O homem que outrora exercia um poder absoluto sobre a Vila, o "Sr. Marques" que nunca era contrariado, agora parecia um aluno que havia cometido um erro, sem sequer ousar levantar os olhos para a figura escondida nas sombras à sua frente.
A dor aguda que vinha de seus joelhos não era nada comparada à humilhação e ao medo que sentia naquele momento.
À frente de Leonardo.
Uma figura estava sentada de forma relaxada em uma cadeira, com a maior parte do rosto oculta na escuridão. Dava apenas para vislumbrar a linha bem definida do maxilar e o cabelo grisalho penteado impecavelmente para trás.
Ele vestia uma túnica escura de corte elegante e gola alta. O pedaço do pulso que aparecia nos punhos era tão pálido que beirava a transparência, com dedos longos e nós bem marcados, que batiam levemente no braço da cadeira de forma rítmica, emitindo um som surdo e constante de "toc, toc".
O som não era alto, mas no silêncio mortal do porão, parecia bater diretamente no coração de Leonardo.
Fazia com que cada batida de seu coração se contraísse e encolhesse involuntariamente ao ritmo daquele som.
O ar estava impregnado de uma opressão e frieza sufocantes.

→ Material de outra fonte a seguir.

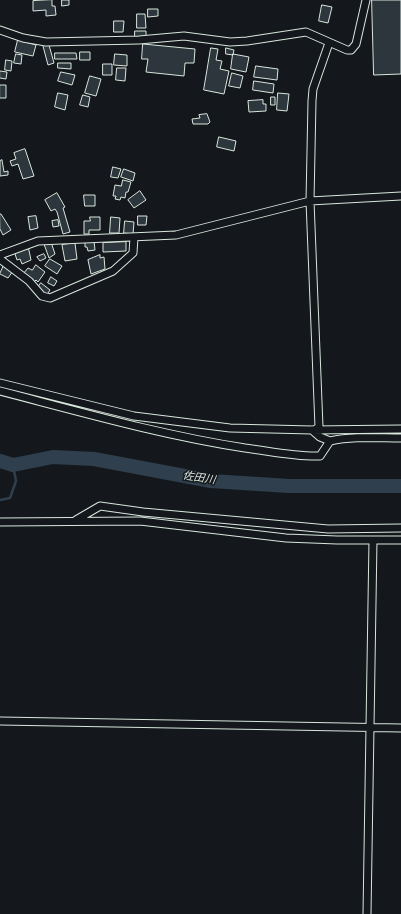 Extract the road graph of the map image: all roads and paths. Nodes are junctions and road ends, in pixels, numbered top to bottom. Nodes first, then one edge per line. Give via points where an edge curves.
1 (366, 0) edge
2 (0, 30) edge
3 (329, 43) junction
4 (401, 196) edge
5 (310, 201) junction
6 (134, 237) junction
7 (0, 255) edge
8 (0, 259) edge
9 (0, 383) edge
10 (0, 390) edge
11 (401, 428) edge
12 (312, 430) junction
13 (401, 438) edge
14 (330, 441) junction
15 (75, 521) junction
16 (0, 522) edge
17 (401, 528) edge
18 (372, 540) junction
19 (401, 540) edge
20 (0, 721) edge
21 (369, 728) junction
22 (401, 728) edge
23 (367, 914) edge

1 - 3 street via 354,48 347,50
2 - 3 street via 46,42 139,40 184,36 230,42 306,32
3 - 5 street via 313,89
4 - 5 street
5 - 6 street via 191,232
5 - 12 street via 320,427
6 - 7 street via 38,241
6 - 8 street via 132,253 112,271 50,298 42,296 29,281
9 - 12 street via 134,416 230,428
10 - 14 street via 114,422 232,446 320,456
11 - 12 street
12 - 14 street via 320,438
13 - 14 street via 347,438
15 - 16 street
15 - 17 street via 100,506 321,528
15 - 18 street via 140,521 286,538
18 - 19 street
18 - 21 street
20 - 21 street
21 - 22 street
21 - 23 street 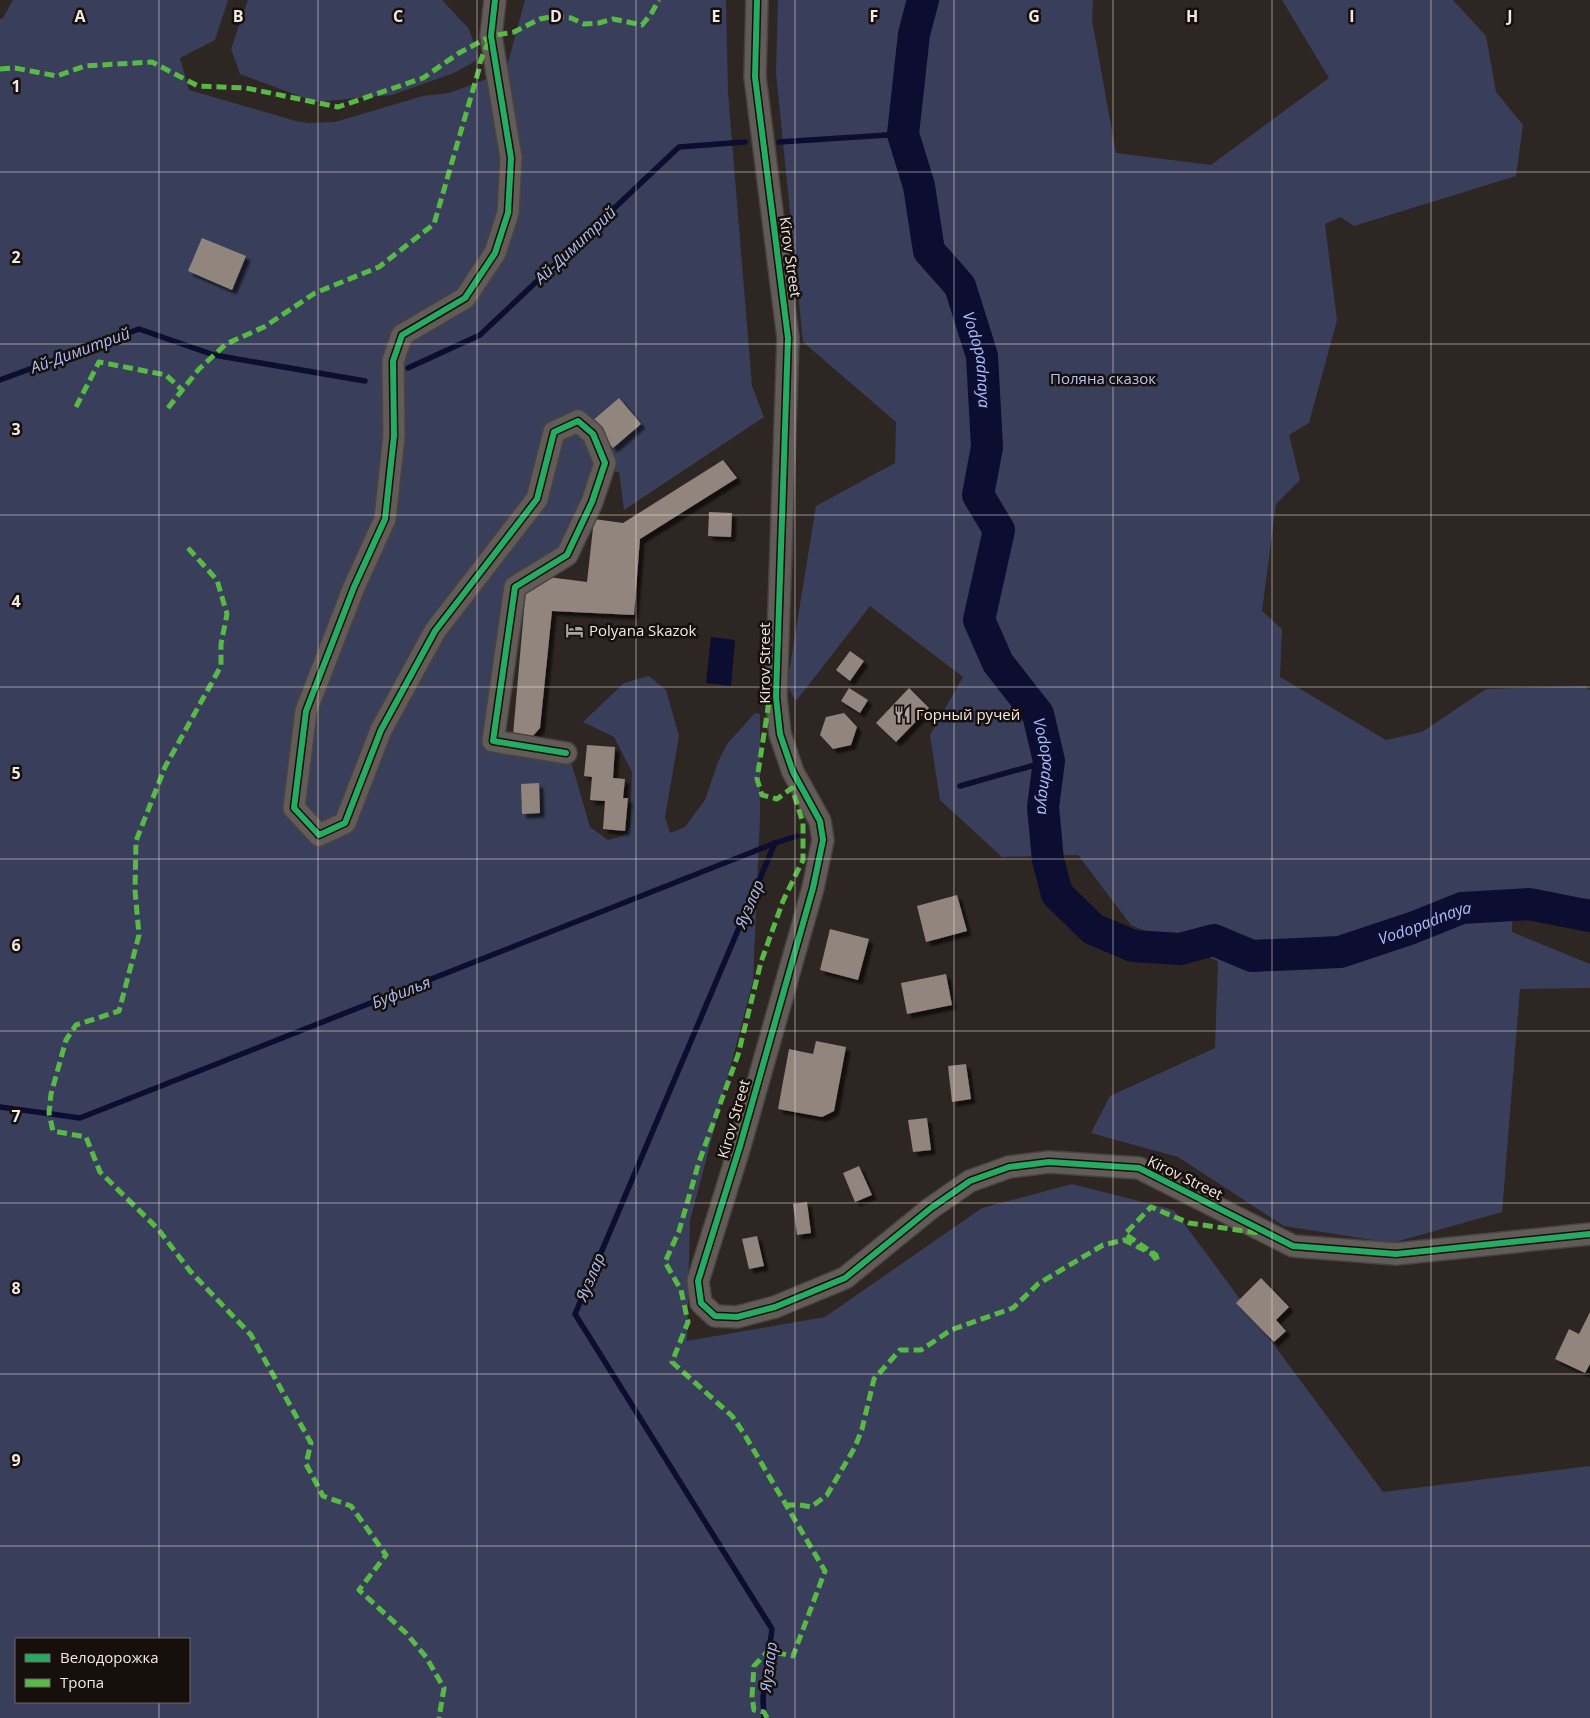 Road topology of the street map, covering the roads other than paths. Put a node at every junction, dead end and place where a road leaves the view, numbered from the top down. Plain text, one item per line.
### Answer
1 (495, 0) edge
2 (757, 0) edge
3 (566, 753) dead end
4 (1590, 1234) edge

1 - 3 street
2 - 4 street, Kirov Street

— Leonardo, a velhice está tornando você um incompetente.
A voz masculina, rouca e profunda, ecoou. Era impossível adivinhar a idade exata, mas trazia consigo uma pressão e uma frieza que gelavam até os ossos.
A voz vinha das sombras, e cada palavra parecia uma estaca de gelo sendo cravada sem piedade no peito de Leonardo.
— Chefe... eu...
Leonardo abriu a boca para se explicar, mas percebeu que sua garganta estava tão seca e a voz tão rouca que quase não saía som.
— Cale a boca!
A figura nas sombras o interrompeu. Seu olhar, escondido na escuridão, era sombrio e carregava uma raiva e intenção assassina indisfarçáveis.
— Não quero ouvir suas desculpas!
— Só sei que por causa de uma filha inútil que só atrapalha e de um bastardo recém-nascido, você teve a ousadia de deixar o Jocelino escapar!
— E ainda perdemos as poucas peças que tínhamos infiltrado com tanto custo na polícia.
— Anos de planejamento foram destruídos por causa da sua fraqueza momentânea!